An unchanged copy of all the lines below is expected, and it should contain no pictures.
Segment Open
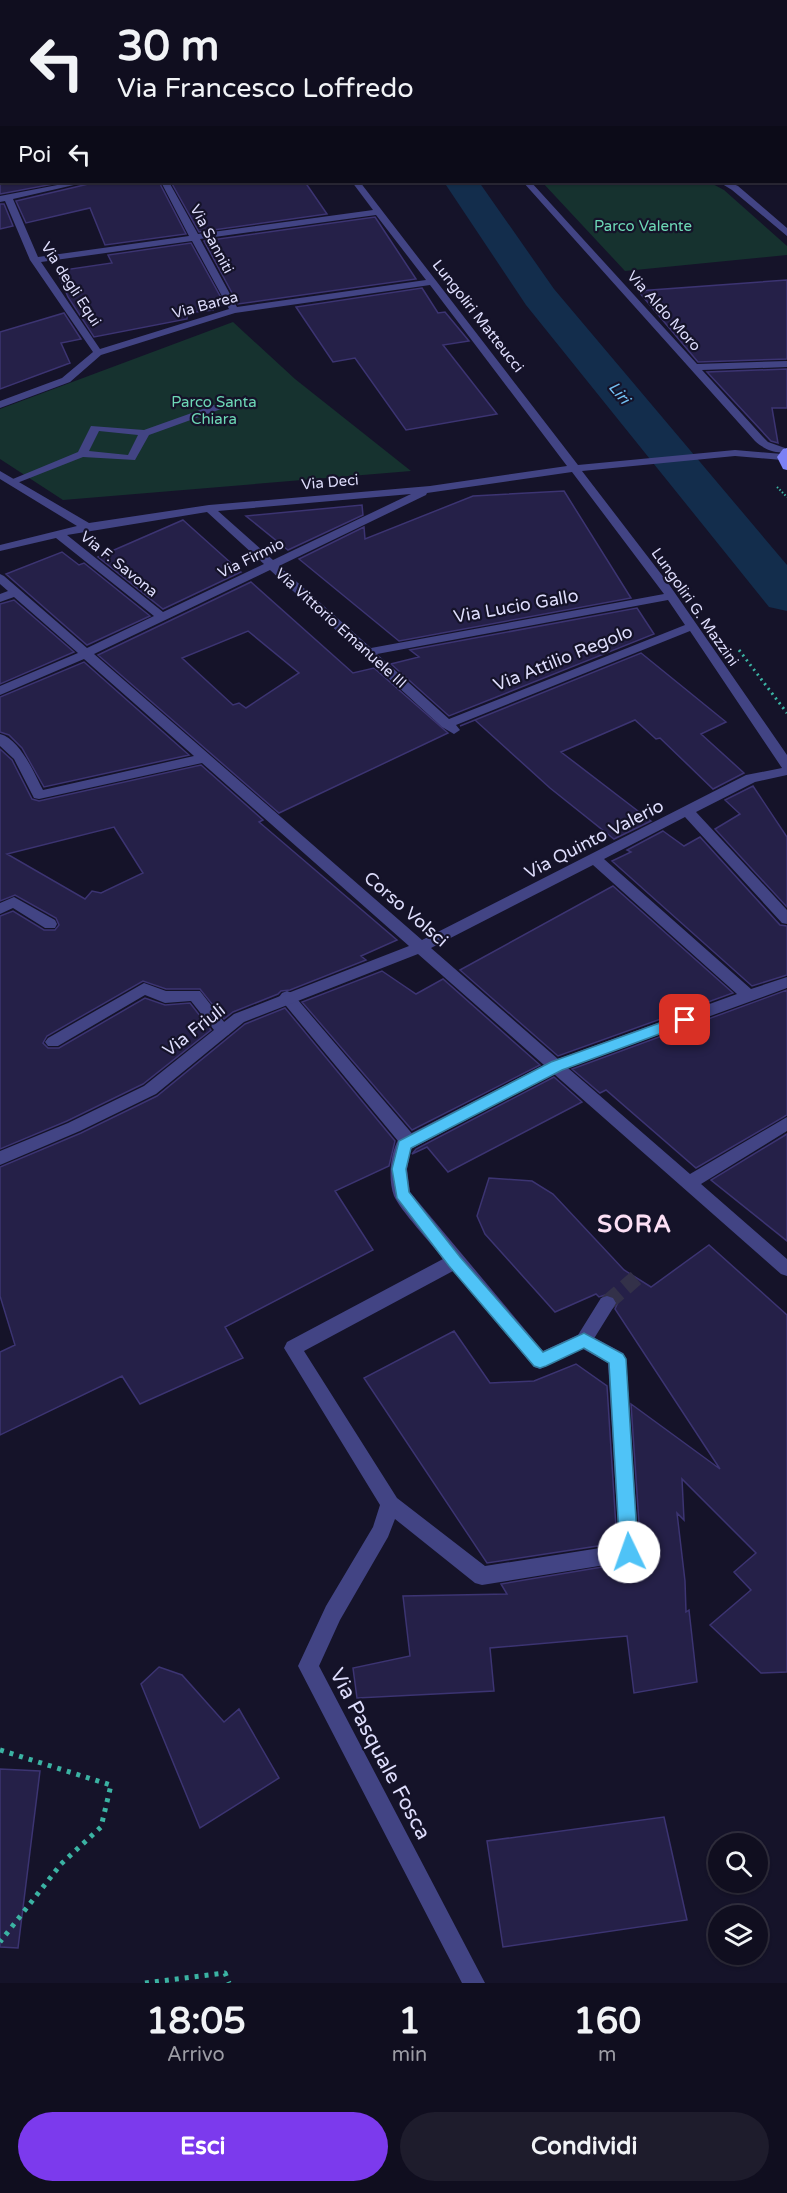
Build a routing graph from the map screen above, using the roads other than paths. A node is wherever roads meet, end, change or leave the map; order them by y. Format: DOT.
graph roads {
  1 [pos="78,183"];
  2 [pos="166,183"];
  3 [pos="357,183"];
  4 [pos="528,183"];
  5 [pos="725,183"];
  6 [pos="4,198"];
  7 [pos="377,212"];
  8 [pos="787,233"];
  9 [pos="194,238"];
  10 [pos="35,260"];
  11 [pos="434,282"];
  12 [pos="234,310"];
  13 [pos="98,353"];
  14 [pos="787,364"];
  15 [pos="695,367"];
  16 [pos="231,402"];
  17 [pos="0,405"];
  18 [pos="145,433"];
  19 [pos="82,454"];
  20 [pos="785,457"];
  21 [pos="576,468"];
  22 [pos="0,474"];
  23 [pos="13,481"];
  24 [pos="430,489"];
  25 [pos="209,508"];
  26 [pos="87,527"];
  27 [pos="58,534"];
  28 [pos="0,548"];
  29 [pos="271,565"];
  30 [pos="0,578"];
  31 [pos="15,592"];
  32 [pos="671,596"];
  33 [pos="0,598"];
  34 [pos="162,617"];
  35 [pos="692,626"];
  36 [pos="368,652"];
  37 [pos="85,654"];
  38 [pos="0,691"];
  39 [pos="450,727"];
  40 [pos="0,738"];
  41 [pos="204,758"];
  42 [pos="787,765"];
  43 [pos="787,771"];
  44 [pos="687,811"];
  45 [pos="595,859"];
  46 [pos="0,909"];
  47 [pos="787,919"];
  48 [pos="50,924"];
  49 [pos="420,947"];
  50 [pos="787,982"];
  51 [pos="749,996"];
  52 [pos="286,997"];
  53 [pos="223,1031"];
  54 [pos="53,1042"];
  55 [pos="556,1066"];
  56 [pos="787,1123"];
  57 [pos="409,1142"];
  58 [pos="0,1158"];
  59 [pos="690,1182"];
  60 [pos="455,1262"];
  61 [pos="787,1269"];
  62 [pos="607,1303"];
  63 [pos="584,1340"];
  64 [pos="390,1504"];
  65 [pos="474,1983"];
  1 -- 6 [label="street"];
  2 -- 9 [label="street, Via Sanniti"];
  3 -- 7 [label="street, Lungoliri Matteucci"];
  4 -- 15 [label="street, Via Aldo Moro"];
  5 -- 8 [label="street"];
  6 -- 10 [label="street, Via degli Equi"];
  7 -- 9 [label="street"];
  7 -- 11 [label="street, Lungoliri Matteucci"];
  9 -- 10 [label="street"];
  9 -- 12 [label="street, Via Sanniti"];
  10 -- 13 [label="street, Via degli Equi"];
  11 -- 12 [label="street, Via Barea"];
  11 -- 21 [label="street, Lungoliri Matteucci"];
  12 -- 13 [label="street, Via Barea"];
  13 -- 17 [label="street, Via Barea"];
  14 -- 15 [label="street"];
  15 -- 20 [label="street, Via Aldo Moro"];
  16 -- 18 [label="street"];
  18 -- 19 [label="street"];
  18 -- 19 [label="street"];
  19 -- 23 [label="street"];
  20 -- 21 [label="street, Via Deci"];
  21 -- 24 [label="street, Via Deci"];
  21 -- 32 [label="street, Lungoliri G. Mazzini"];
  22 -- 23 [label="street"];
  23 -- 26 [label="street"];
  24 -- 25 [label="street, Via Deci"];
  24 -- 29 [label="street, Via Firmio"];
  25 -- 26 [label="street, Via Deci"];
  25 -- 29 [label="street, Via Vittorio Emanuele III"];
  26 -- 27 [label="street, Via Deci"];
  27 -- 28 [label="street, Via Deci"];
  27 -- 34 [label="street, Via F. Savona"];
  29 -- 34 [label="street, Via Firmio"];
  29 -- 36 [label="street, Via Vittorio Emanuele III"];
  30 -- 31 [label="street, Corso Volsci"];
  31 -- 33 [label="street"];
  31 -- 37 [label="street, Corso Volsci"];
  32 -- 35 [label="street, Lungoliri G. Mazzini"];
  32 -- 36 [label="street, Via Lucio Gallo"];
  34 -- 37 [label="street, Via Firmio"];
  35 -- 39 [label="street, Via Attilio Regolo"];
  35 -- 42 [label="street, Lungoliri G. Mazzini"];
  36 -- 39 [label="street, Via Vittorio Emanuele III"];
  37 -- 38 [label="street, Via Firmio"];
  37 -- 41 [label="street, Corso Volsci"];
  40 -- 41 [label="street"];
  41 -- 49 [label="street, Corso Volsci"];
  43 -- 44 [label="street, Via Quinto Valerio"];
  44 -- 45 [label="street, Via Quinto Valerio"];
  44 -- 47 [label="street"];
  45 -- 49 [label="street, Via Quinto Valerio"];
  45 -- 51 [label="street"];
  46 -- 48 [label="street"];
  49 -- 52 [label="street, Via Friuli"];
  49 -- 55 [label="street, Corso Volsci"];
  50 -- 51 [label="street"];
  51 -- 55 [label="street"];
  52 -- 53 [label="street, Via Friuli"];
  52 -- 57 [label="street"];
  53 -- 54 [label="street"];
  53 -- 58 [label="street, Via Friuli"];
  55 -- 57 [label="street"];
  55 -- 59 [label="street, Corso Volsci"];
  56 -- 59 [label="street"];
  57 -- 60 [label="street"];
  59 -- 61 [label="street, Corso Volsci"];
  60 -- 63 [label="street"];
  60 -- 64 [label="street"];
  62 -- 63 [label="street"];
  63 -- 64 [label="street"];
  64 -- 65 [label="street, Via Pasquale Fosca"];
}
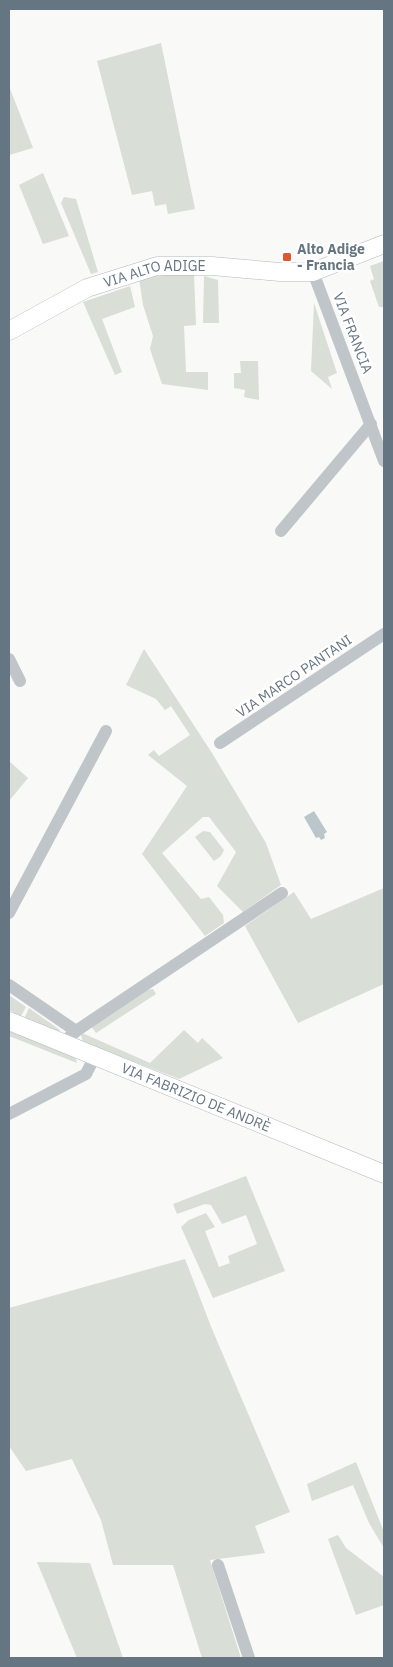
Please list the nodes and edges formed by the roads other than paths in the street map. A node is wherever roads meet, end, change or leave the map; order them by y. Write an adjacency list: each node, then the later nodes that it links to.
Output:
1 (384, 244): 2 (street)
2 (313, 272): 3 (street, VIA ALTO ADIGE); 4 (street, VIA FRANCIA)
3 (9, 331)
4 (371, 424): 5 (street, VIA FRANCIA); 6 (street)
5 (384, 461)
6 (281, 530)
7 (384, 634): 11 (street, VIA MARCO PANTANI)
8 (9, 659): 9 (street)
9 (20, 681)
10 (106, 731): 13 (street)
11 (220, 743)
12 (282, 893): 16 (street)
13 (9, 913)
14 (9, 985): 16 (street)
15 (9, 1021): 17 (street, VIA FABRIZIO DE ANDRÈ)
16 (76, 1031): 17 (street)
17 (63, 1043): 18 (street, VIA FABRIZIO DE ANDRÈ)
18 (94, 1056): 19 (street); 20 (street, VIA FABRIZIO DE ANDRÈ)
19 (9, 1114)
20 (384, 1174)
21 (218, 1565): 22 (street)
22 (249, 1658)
Segment Closed
_RESPONSE_
Build a routing graph from the map screen above, using the roads other than paths. A node is wherever roads meet, end, change or leave the map; order them by y. Format: DOT.
graph roads {
  1 [pos="78,183"];
  2 [pos="166,183"];
  3 [pos="357,183"];
  4 [pos="528,183"];
  5 [pos="725,183"];
  6 [pos="4,198"];
  7 [pos="377,212"];
  8 [pos="787,233"];
  9 [pos="194,238"];
  10 [pos="35,260"];
  11 [pos="434,282"];
  12 [pos="234,310"];
  13 [pos="98,353"];
  14 [pos="787,364"];
  15 [pos="695,367"];
  16 [pos="231,402"];
  17 [pos="0,405"];
  18 [pos="145,433"];
  19 [pos="82,454"];
  20 [pos="785,457"];
  21 [pos="576,468"];
  22 [pos="0,474"];
  23 [pos="13,481"];
  24 [pos="430,489"];
  25 [pos="209,508"];
  26 [pos="87,527"];
  27 [pos="58,534"];
  28 [pos="0,548"];
  29 [pos="271,565"];
  30 [pos="0,578"];
  31 [pos="15,592"];
  32 [pos="671,596"];
  33 [pos="0,598"];
  34 [pos="162,617"];
  35 [pos="692,626"];
  36 [pos="368,652"];
  37 [pos="85,654"];
  38 [pos="0,691"];
  39 [pos="450,727"];
  40 [pos="0,738"];
  41 [pos="204,758"];
  42 [pos="787,765"];
  43 [pos="787,771"];
  44 [pos="687,811"];
  45 [pos="595,859"];
  46 [pos="0,909"];
  47 [pos="787,919"];
  48 [pos="50,924"];
  49 [pos="420,947"];
  50 [pos="787,982"];
  51 [pos="749,996"];
  52 [pos="286,997"];
  53 [pos="223,1031"];
  54 [pos="53,1042"];
  55 [pos="556,1066"];
  56 [pos="787,1123"];
  57 [pos="409,1142"];
  58 [pos="0,1158"];
  59 [pos="690,1182"];
  60 [pos="455,1262"];
  61 [pos="787,1269"];
  62 [pos="607,1303"];
  63 [pos="584,1340"];
  64 [pos="390,1504"];
  65 [pos="474,1983"];
  1 -- 6 [label="street"];
  2 -- 9 [label="street, Via Sanniti"];
  3 -- 7 [label="street, Lungoliri Matteucci"];
  4 -- 15 [label="street, Via Aldo Moro"];
  5 -- 8 [label="street"];
  6 -- 10 [label="street, Via degli Equi"];
  7 -- 9 [label="street"];
  7 -- 11 [label="street, Lungoliri Matteucci"];
  9 -- 10 [label="street"];
  9 -- 12 [label="street, Via Sanniti"];
  10 -- 13 [label="street, Via degli Equi"];
  11 -- 12 [label="street, Via Barea"];
  11 -- 21 [label="street, Lungoliri Matteucci"];
  12 -- 13 [label="street, Via Barea"];
  13 -- 17 [label="street, Via Barea"];
  14 -- 15 [label="street"];
  15 -- 20 [label="street, Via Aldo Moro"];
  16 -- 18 [label="street"];
  18 -- 19 [label="street"];
  18 -- 19 [label="street"];
  19 -- 23 [label="street"];
  20 -- 21 [label="street, Via Deci"];
  21 -- 24 [label="street, Via Deci"];
  21 -- 32 [label="street, Lungoliri G. Mazzini"];
  22 -- 23 [label="street"];
  23 -- 26 [label="street"];
  24 -- 25 [label="street, Via Deci"];
  24 -- 29 [label="street, Via Firmio"];
  25 -- 26 [label="street, Via Deci"];
  25 -- 29 [label="street, Via Vittorio Emanuele III"];
  26 -- 27 [label="street, Via Deci"];
  27 -- 28 [label="street, Via Deci"];
  27 -- 34 [label="street, Via F. Savona"];
  29 -- 34 [label="street, Via Firmio"];
  29 -- 36 [label="street, Via Vittorio Emanuele III"];
  30 -- 31 [label="street, Corso Volsci"];
  31 -- 33 [label="street"];
  31 -- 37 [label="street, Corso Volsci"];
  32 -- 35 [label="street, Lungoliri G. Mazzini"];
  32 -- 36 [label="street, Via Lucio Gallo"];
  34 -- 37 [label="street, Via Firmio"];
  35 -- 39 [label="street, Via Attilio Regolo"];
  35 -- 42 [label="street, Lungoliri G. Mazzini"];
  36 -- 39 [label="street, Via Vittorio Emanuele III"];
  37 -- 38 [label="street, Via Firmio"];
  37 -- 41 [label="street, Corso Volsci"];
  40 -- 41 [label="street"];
  41 -- 49 [label="street, Corso Volsci"];
  43 -- 44 [label="street, Via Quinto Valerio"];
  44 -- 45 [label="street, Via Quinto Valerio"];
  44 -- 47 [label="street"];
  45 -- 49 [label="street, Via Quinto Valerio"];
  45 -- 51 [label="street"];
  46 -- 48 [label="street"];
  49 -- 52 [label="street, Via Friuli"];
  49 -- 55 [label="street, Corso Volsci"];
  50 -- 51 [label="street"];
  51 -- 55 [label="street"];
  52 -- 53 [label="street, Via Friuli"];
  52 -- 57 [label="street"];
  53 -- 54 [label="street"];
  53 -- 58 [label="street, Via Friuli"];
  55 -- 57 [label="street"];
  55 -- 59 [label="street, Corso Volsci"];
  56 -- 59 [label="street"];
  57 -- 60 [label="street"];
  59 -- 61 [label="street, Corso Volsci"];
  60 -- 63 [label="street"];
  60 -- 64 [label="street"];
  62 -- 63 [label="street"];
  63 -- 64 [label="street"];
  64 -- 65 [label="street, Via Pasquale Fosca"];
}
Please list the nodes and edges formed by the roads other than paths in the street map. A node is wherever roads meet, end, change or leave the map; order them by y. Write an adjacency list: each node, then the later nodes that it links to.
Output:
1 (384, 244): 2 (street)
2 (313, 272): 3 (street, VIA ALTO ADIGE); 4 (street, VIA FRANCIA)
3 (9, 331)
4 (371, 424): 5 (street, VIA FRANCIA); 6 (street)
5 (384, 461)
6 (281, 530)
7 (384, 634): 11 (street, VIA MARCO PANTANI)
8 (9, 659): 9 (street)
9 (20, 681)
10 (106, 731): 13 (street)
11 (220, 743)
12 (282, 893): 16 (street)
13 (9, 913)
14 (9, 985): 16 (street)
15 (9, 1021): 17 (street, VIA FABRIZIO DE ANDRÈ)
16 (76, 1031): 17 (street)
17 (63, 1043): 18 (street, VIA FABRIZIO DE ANDRÈ)
18 (94, 1056): 19 (street); 20 (street, VIA FABRIZIO DE ANDRÈ)
19 (9, 1114)
20 (384, 1174)
21 (218, 1565): 22 (street)
22 (249, 1658)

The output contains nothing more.